Almost, I would not have recognized Edna Mae. She’d cut her hair, and she looked different than I remembered—a high-strung kind of person that you’d get a little shock from if you touched her. She wasn’t aware of the TV camera, or didn’t give any sign. With the others she was kneeling and praying and then they were setting some small objects into the grave while a minister said a blessing over them—looked like Ziploc bags, with something in them—the remains of fetuses!—but where the bags were, the screen was blurred like something underwater or in a dream—too raw to show on TV, I guess.
There were close-ups of a few faces. But the camera didn’t linger on Edna Mae.

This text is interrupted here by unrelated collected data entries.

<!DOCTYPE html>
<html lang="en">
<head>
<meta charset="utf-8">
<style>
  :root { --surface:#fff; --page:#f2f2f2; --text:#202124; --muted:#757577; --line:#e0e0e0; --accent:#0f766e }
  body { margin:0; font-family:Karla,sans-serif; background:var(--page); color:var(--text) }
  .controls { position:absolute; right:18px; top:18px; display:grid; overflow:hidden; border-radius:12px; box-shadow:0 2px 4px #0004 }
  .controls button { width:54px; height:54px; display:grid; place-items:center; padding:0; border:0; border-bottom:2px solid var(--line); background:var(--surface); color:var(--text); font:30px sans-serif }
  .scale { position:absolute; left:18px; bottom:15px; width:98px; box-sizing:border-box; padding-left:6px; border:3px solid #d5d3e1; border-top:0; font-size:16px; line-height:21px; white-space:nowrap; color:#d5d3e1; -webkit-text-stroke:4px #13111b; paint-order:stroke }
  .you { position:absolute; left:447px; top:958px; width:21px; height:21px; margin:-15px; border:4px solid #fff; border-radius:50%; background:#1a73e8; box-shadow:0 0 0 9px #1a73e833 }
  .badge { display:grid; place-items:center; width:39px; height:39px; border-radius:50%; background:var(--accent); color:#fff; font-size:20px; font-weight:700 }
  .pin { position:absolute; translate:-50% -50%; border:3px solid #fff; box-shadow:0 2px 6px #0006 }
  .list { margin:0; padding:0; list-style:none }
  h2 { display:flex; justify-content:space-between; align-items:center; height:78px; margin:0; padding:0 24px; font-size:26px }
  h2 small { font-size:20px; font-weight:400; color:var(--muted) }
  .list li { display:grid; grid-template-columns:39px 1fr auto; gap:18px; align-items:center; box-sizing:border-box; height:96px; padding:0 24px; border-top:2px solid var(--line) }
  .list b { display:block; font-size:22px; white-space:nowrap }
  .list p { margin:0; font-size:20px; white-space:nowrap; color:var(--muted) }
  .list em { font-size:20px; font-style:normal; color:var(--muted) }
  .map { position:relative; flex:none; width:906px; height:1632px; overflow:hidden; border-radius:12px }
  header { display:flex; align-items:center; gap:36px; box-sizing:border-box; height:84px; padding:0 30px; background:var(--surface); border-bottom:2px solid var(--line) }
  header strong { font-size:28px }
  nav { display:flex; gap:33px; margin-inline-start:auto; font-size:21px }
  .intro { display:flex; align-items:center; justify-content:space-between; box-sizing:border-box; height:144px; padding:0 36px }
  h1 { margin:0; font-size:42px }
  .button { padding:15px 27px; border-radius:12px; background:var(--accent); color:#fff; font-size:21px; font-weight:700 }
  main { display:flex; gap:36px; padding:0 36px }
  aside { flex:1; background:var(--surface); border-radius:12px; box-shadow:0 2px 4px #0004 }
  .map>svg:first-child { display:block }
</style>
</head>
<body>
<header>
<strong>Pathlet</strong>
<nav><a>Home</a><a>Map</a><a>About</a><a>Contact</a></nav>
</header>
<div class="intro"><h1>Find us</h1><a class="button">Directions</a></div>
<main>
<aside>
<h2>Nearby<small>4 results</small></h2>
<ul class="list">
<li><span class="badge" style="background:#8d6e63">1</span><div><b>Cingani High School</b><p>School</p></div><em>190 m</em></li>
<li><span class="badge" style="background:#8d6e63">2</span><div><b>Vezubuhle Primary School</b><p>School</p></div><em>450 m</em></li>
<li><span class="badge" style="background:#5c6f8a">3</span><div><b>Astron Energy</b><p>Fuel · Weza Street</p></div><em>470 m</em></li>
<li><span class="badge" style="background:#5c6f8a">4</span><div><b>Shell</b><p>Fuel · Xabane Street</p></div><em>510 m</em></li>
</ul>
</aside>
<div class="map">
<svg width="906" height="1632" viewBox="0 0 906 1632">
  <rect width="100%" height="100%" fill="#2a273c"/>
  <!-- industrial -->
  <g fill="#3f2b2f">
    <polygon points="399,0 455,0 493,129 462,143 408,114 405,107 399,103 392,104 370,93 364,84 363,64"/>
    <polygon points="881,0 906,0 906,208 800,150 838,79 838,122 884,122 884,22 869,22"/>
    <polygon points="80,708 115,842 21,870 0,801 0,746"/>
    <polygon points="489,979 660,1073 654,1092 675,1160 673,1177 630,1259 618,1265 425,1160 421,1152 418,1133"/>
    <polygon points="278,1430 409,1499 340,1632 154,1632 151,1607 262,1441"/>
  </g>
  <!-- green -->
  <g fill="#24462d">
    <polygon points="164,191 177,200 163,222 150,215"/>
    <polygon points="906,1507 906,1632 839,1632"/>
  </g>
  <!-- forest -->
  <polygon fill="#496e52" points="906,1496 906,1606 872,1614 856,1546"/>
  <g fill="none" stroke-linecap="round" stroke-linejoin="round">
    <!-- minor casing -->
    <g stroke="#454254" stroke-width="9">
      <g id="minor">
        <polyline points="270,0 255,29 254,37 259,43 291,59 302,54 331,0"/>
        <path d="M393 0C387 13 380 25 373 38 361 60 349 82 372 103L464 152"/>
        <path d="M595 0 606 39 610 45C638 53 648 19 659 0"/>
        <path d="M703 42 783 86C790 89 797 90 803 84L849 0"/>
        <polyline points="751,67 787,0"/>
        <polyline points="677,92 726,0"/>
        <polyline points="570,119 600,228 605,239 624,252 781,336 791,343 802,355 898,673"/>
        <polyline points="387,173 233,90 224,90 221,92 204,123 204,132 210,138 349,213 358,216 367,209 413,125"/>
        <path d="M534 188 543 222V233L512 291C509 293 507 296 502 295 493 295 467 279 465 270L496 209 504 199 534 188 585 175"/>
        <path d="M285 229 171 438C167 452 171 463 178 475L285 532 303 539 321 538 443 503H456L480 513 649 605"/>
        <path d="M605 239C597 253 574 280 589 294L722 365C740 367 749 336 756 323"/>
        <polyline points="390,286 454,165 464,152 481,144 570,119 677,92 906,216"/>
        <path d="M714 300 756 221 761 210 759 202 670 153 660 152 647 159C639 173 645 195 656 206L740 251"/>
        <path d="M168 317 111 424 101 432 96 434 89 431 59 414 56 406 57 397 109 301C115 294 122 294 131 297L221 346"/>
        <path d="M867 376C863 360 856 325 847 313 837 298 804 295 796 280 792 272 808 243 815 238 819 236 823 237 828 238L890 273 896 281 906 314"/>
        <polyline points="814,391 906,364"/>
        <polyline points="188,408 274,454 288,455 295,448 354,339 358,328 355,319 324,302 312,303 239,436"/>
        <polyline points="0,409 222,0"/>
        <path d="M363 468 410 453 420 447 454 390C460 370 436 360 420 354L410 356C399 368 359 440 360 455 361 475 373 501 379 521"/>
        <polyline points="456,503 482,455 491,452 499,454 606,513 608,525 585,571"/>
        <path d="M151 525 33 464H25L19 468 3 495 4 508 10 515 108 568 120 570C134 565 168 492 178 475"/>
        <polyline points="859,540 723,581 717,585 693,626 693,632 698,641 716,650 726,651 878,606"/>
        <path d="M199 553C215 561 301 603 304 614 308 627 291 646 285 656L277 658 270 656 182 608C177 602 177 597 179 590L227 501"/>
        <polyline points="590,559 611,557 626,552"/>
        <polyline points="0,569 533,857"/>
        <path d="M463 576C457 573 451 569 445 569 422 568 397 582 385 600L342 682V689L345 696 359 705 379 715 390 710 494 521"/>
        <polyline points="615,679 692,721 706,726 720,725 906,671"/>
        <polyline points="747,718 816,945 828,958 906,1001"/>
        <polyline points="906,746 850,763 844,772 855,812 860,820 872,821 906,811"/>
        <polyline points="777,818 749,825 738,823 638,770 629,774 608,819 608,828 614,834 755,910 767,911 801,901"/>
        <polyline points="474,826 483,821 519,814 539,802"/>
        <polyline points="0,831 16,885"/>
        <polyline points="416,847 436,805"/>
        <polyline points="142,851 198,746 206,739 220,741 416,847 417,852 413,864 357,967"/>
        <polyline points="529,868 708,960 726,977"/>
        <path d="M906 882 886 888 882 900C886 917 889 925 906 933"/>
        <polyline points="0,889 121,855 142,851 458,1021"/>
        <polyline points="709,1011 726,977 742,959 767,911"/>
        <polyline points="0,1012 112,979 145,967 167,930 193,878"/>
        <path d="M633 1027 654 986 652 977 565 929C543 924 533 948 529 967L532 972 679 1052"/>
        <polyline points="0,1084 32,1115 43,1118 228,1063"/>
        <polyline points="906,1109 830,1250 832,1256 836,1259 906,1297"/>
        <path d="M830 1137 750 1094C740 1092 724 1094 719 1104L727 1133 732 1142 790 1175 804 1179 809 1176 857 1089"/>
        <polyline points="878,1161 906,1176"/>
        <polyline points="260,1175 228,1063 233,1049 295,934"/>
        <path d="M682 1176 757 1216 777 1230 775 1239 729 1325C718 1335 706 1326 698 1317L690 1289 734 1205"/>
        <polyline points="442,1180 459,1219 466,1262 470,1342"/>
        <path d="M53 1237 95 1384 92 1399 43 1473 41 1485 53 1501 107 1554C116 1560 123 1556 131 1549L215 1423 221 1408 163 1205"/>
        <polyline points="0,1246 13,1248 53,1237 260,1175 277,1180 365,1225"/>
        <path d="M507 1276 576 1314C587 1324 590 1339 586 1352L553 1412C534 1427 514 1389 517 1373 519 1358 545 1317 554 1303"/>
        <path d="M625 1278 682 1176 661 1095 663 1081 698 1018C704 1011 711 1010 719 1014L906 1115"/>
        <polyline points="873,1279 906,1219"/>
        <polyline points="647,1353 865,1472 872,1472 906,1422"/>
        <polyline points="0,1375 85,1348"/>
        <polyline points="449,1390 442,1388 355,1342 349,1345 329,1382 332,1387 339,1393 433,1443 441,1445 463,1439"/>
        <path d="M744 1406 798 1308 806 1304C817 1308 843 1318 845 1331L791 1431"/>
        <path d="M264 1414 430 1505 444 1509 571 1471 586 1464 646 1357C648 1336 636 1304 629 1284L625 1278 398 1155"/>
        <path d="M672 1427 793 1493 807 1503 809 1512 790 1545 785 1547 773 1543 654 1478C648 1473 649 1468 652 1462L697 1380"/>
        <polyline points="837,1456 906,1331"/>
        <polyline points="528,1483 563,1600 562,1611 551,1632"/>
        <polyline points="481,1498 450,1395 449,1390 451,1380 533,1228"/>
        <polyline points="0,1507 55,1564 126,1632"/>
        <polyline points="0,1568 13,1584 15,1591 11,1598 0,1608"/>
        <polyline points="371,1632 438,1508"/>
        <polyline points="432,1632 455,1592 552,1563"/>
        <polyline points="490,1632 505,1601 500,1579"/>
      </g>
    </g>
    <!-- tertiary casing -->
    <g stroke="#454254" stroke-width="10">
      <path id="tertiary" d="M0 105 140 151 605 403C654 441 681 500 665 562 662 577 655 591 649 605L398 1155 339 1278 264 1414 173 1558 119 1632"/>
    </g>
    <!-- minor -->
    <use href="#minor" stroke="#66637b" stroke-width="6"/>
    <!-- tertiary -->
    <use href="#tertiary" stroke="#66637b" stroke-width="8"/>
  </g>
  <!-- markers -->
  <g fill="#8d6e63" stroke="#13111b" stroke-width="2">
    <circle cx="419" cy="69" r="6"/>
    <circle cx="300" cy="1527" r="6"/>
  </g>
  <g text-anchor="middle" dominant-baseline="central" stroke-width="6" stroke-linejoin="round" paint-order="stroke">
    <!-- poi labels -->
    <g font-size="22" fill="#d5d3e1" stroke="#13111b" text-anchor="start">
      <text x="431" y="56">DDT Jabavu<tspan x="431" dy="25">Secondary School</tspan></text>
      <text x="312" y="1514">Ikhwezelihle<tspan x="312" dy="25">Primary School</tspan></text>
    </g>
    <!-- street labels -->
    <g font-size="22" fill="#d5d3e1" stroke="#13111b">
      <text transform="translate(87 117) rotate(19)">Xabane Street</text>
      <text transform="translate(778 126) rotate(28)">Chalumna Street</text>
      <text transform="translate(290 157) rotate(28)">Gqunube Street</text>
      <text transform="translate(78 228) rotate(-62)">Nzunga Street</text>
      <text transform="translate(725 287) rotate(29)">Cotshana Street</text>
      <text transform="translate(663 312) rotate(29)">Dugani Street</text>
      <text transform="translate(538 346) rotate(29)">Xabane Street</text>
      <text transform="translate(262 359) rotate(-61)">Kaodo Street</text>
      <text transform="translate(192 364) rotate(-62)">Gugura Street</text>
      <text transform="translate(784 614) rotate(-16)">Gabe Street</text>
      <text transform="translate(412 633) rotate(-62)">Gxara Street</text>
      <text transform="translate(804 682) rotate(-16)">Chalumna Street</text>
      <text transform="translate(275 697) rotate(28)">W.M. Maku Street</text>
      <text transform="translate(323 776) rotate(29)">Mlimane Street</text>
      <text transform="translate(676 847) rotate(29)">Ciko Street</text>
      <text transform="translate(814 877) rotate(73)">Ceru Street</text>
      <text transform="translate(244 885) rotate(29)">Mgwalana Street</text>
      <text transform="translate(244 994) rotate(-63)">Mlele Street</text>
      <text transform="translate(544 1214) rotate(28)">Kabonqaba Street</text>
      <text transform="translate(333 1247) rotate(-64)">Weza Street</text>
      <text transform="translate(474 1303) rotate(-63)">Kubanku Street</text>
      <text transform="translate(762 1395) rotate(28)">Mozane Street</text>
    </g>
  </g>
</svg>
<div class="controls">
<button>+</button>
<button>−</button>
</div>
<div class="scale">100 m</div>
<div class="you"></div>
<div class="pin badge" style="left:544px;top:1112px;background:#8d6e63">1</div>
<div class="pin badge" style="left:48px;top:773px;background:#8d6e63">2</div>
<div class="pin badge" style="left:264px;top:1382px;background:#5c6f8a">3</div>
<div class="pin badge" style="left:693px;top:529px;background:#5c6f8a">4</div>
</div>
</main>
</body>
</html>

The TV announcer was a blond woman sympathetic with the ceremony but also horrified, you could see. With her microphone in her hand she didn’t get too close to the grave site and she was keeping her eyes averted from what was inside it. In a breathless voice she spoke of the faithful coming hundreds of miles from churches “all over Ohio” to rescue the aborted fetuses from being “thrown away like trash.” The minister she interviewed was from a Pentecostal church in Mad River Junction—had to be Edna Mae’s church—a putty-faced man of about fifty with a strange sad smile and teary eyes squinting into the TV lights saying, “Ma’am, these are holy innocents of God like you and me except they were not allowed to be born as we were. That is the only difference between us!—we were born, and they were not. And they were not even granted Christian burials. And so some of us are stepping in where the mainstream Christian churches have failed in their ministry to protect the least of us.”